Tuesday, 11 June 2019

Ma



Game, Vet and Matched

Ma
USA 2019 

Directed by Tate Taylor
UK cinema release print.


Warning: This review will contain some story spoilers. Read at your own risk or, you know, come back and read it after you saw the movie, perhaps?

So, Ma, is one of those movies that tries to do a few simple things at once and, mostly, succeeds at the majority of them on some level. It stars Octavia Spencer as the titular character, a veteranarian's assistant... and she puts in a good performance in a movie that is both trying to paint a character who is justified in becoming the twisted individual she has progressed to when we join her in the story and then give us a few lurid thrills over the course of the movie and in the end game... as Ma goes on a kind of roaring rampage of revenge, to quote a much loved movie.

Well, it’s certainly not a terrible film, for sure and I did kind of enjoy it because it rambles along at its own pace and it’s just intriguing enough to hold the attention while Spencer and a bunch of teenage kids, played by people like Diana Silvers and McKaley Miller start having alcohol fuelled parties in Ma’s basement. Silvers plays Maggie, who has moved into town with her mother Erica, played by Juliette Lewis, to start a new life and, within a day, is invited to join the local kids in their shenanigans and, after they are trying to get adults to buy their alcohol for them... have their first meeting with Ma who enters their lives and, ultimately, refuses to leave.

The film does the, perhaps obvious, thing where they set up just how Ma’s mental state can turn on a dime fairly early on in the proceedings, to keep the audience on edge... and then goes on cruise control for a while as it establishes the parents of the kids, including Luke Evans who was so great in Professor Marston And The Wonder Women (reviewed here) and starts weaving plot threads together with a series of flashbacks, not all of them linear in nature, to show the audience how connected things really are and why this chance meeting with Ma may not necessarily be as spontaneous as the various kids thought.

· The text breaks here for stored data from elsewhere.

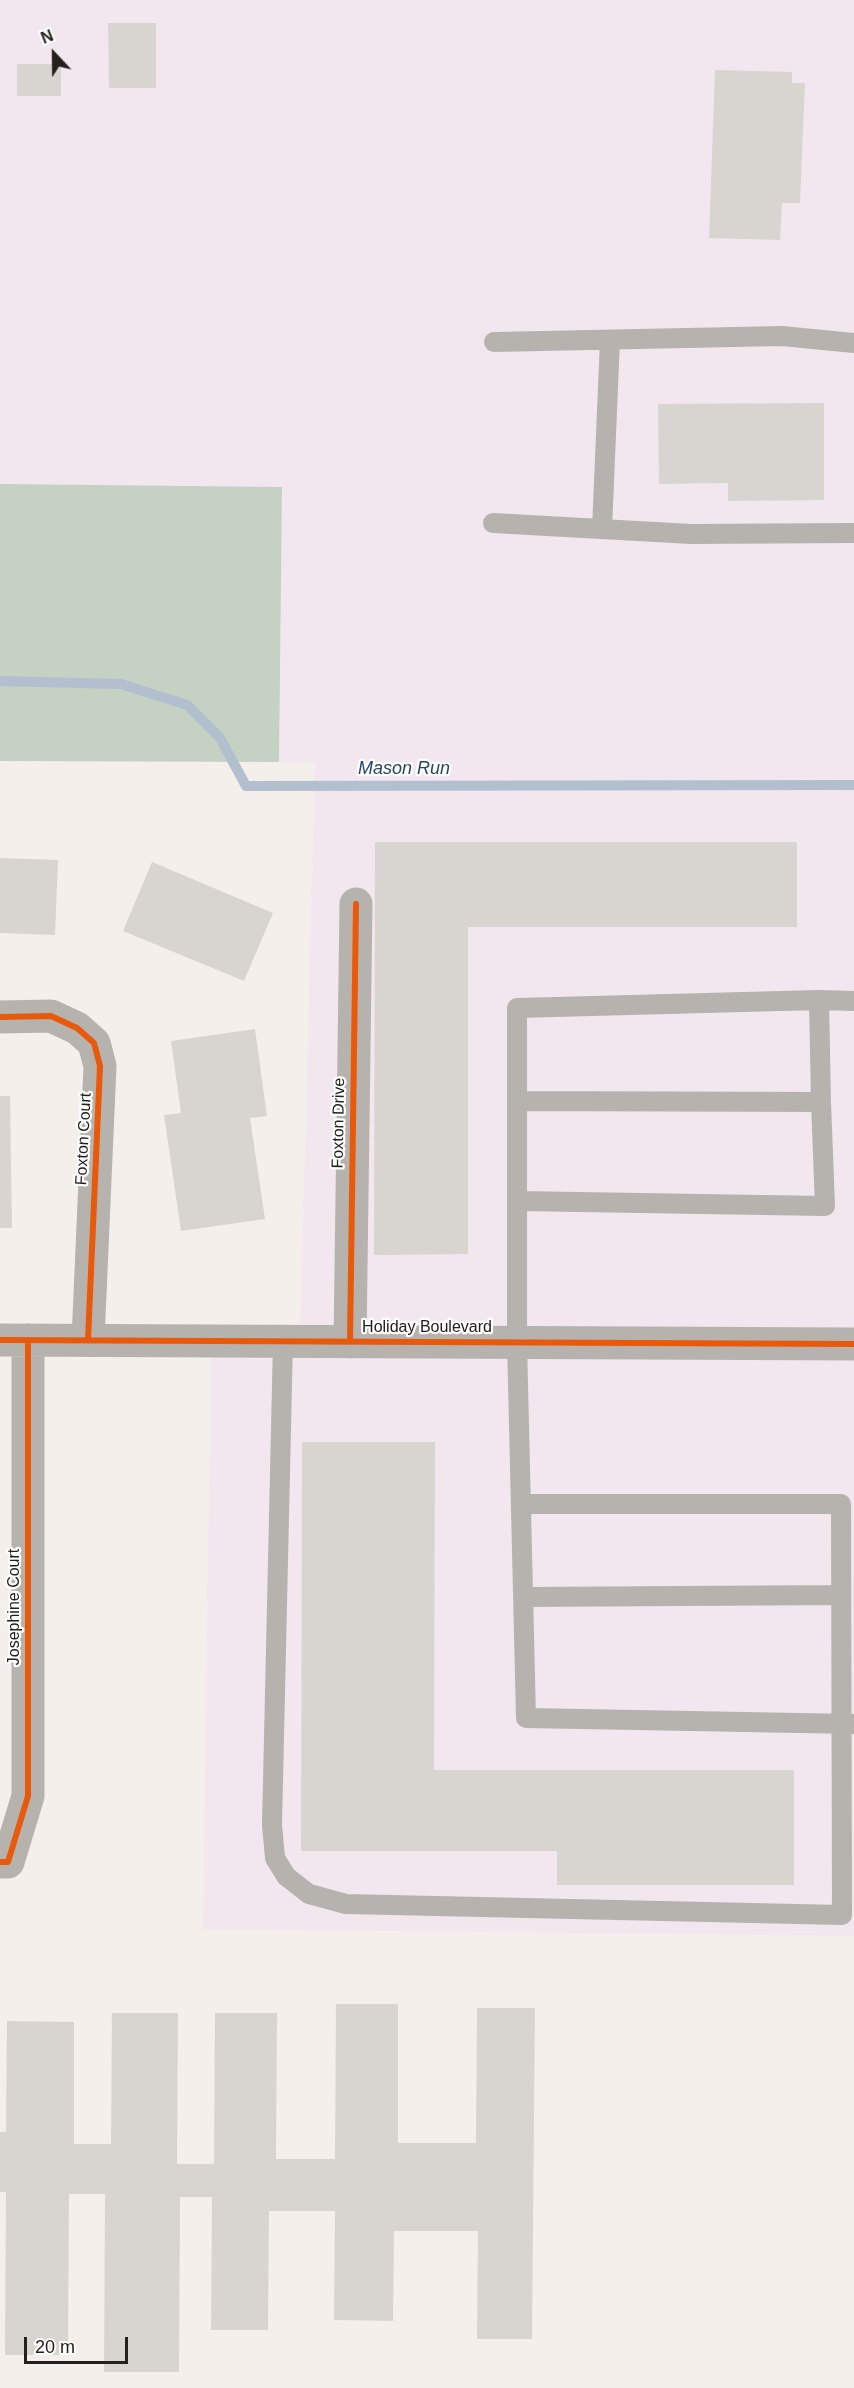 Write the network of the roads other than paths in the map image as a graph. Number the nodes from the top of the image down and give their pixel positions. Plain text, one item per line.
1 (610, 340) junction
2 (494, 342) dead end
3 (854, 343) edge
4 (494, 523) dead end
5 (602, 529) junction
6 (854, 533) edge
7 (356, 904) dead end
8 (819, 1000) junction
9 (854, 1001) edge
10 (0, 1017) edge
11 (517, 1101) junction
12 (821, 1102) junction
13 (517, 1201) junction
14 (14, 1340) edge
15 (88, 1340) junction
16 (283, 1341) junction
17 (350, 1342) junction
18 (517, 1342) junction
19 (854, 1344) edge
20 (521, 1504) junction
21 (841, 1594) junction
22 (523, 1597) junction
23 (848, 1724) edge
24 (0, 1862) edge

1 - 2 lane
1 - 3 lane
1 - 5 lane
4 - 5 lane
5 - 6 lane
7 - 17 street, Foxton Drive
8 - 9 lane
8 - 11 lane
8 - 12 lane
10 - 15 street, Foxton Court
11 - 12 lane
11 - 13 lane
12 - 13 lane
13 - 18 lane
14 - 15 street, Holiday Boulevard
14 - 24 street, Josephine Court
15 - 16 street, Holiday Boulevard
16 - 17 street, Holiday Boulevard
16 - 23 lane
17 - 18 street, Holiday Boulevard
18 - 19 street, Holiday Boulevard
18 - 20 lane
20 - 21 lane
20 - 22 lane
21 - 22 lane
21 - 23 lane
22 - 23 lane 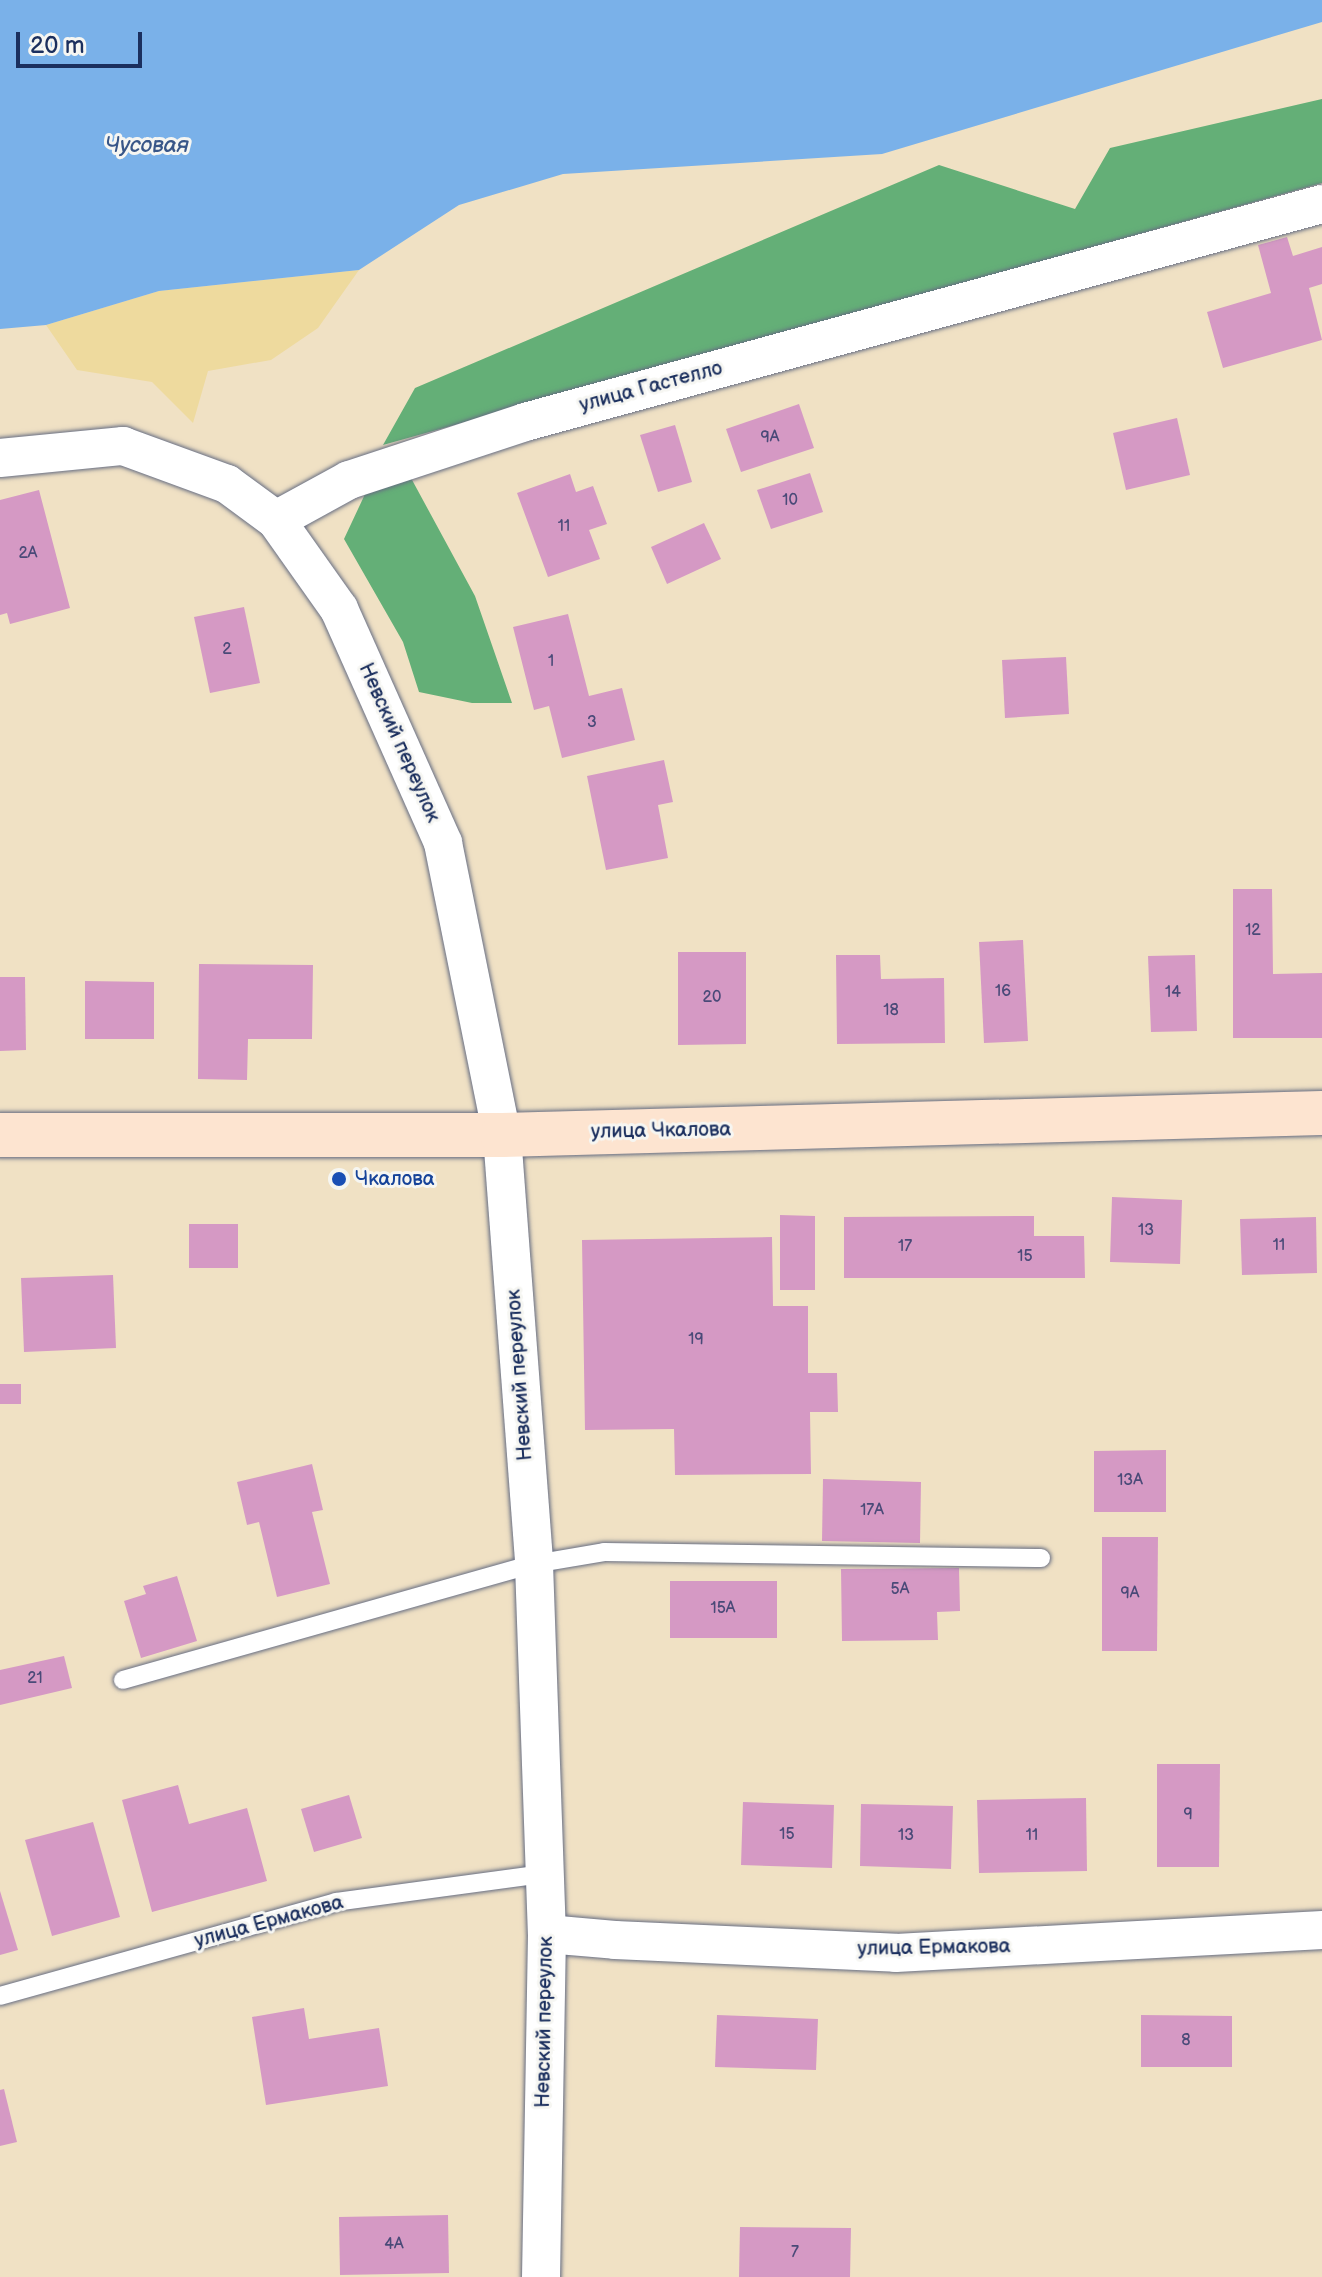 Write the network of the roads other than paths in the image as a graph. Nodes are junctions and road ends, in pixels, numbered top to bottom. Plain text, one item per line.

Okay so... it’s not breakneck but pacey without resorting to peril every five mins and it involves enough suspense in it, via the old cliché of “the forbidden area” of Ma’s home, to hold the interest. The performances are okay and, surprisingly for a film of this nature... and this is one thing it gets really right... you don’t completely hate the various teenagers who are put in peril. The usual way these movies work these days is to somehow have a bunch of teenage characters that only teenagers can relate to... thus rendering the empathy for the teen protagonists completely non existent and you’re usually cheering on the malevolent antagonist to get on with their work. Here, the kids are mostly quite sweet and so you do feel yourself getting at least a little pulled into their world and the threat that Ma brings to it.

It’s definitely a film which roots itself firmly in the thriller genre rather than horror... there’s no supernatural presence or inhuman monster to bring a sense of terror to the shenanigans... and sadly, it fails to be as potent in both the violence and the final reveal of the trigger from Ma’s past that’s made the switch in her head flip and set her on her ultimately murderous course.  By that I mean that when you realise that the flashbacks are building to a certain kind of denouement, what the audience can imagine happened is probably far worse and icky than what you ultimately see. Also, some of the things that Ma does to various teens in this world maybe loses the impact when you can see exactly the same kinds of things done as leisure activities on various dark porn sites on the internet. It’s not that some of the stuff isn’t nasty... it’s just that you do get a feel by the final sequences that this film is perhaps a little out of step with its time and that maybe, if the same film was released in the early 1960s, it would have been a much more potent and possibly influential film than it seems to be now.

That being said, there are some genuinely well executed jump scares in the movie and, as I said, it’s sufficiently entertaining to breeze its way through to the final set piece without getting dull for the paying customers. It’s the kind of thing that goes down well with teenage audiences and I can’t imagine it won't make its budget back fairly quickly, to be honest. That being said, if you are expecting a well oiled horror movie or even a competent teenage slasher movie... you may be a little disappointed with Ma. It’s not that it’s not well done but perhaps that’s part of the problem I had with it a little bit. It doesn’t have any kind of raw edge to it and, sometimes, a film of this nature can be a little too polished. All in all though, I thought the film was nice enough for a one off watch... charming even, so if you’ve got no other films at the cinema that you want to see, this one’s maybe worth a look.